- PROBLEM DESCRIPTION: Copy out each line of the material in which the word "Graphviz" appears.
'''
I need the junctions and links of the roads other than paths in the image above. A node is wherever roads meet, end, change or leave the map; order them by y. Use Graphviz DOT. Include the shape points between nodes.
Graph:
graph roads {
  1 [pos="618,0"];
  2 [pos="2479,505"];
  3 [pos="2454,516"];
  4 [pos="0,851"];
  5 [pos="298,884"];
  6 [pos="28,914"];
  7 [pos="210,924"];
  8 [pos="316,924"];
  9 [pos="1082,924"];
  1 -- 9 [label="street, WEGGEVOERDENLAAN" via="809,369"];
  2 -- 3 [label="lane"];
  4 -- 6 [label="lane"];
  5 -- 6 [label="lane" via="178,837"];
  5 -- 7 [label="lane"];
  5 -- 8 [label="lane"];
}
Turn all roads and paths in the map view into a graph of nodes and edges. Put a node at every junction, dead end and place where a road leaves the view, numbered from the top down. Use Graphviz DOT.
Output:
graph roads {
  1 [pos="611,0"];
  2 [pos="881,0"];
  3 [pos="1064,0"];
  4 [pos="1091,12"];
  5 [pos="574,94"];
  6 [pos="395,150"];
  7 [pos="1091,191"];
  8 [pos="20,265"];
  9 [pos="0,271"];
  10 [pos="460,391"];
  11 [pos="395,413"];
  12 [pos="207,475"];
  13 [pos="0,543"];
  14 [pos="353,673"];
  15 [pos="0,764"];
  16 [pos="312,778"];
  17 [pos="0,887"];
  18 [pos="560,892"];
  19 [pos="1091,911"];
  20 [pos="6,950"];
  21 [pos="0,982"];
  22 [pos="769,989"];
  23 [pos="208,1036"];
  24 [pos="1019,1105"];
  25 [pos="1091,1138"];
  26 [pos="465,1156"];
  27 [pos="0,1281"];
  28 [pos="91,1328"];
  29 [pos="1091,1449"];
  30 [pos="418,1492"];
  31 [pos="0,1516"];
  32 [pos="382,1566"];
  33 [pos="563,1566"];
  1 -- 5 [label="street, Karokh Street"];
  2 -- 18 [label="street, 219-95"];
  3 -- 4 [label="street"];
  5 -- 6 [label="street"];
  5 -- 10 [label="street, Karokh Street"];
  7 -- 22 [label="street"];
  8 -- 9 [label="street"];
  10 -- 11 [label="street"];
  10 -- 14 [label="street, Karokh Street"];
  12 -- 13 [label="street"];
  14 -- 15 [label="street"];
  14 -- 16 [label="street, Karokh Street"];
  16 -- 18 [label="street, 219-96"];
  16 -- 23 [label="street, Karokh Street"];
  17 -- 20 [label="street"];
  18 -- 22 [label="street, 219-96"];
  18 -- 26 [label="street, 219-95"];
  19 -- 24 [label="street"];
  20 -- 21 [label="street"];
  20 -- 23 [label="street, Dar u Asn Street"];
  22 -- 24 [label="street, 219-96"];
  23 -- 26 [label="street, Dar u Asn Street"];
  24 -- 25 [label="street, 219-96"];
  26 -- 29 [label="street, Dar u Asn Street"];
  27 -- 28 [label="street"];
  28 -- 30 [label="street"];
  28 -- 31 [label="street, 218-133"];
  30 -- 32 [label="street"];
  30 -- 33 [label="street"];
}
'''
- RESULT FOR THIS TASK:
I need the junctions and links of the roads other than paths in the image above. A node is wherever roads meet, end, change or leave the map; order them by y. Use Graphviz DOT. Include the shape points between nodes.
Turn all roads and paths in the map view into a graph of nodes and edges. Put a node at every junction, dead end and place where a road leaves the view, numbered from the top down. Use Graphviz DOT.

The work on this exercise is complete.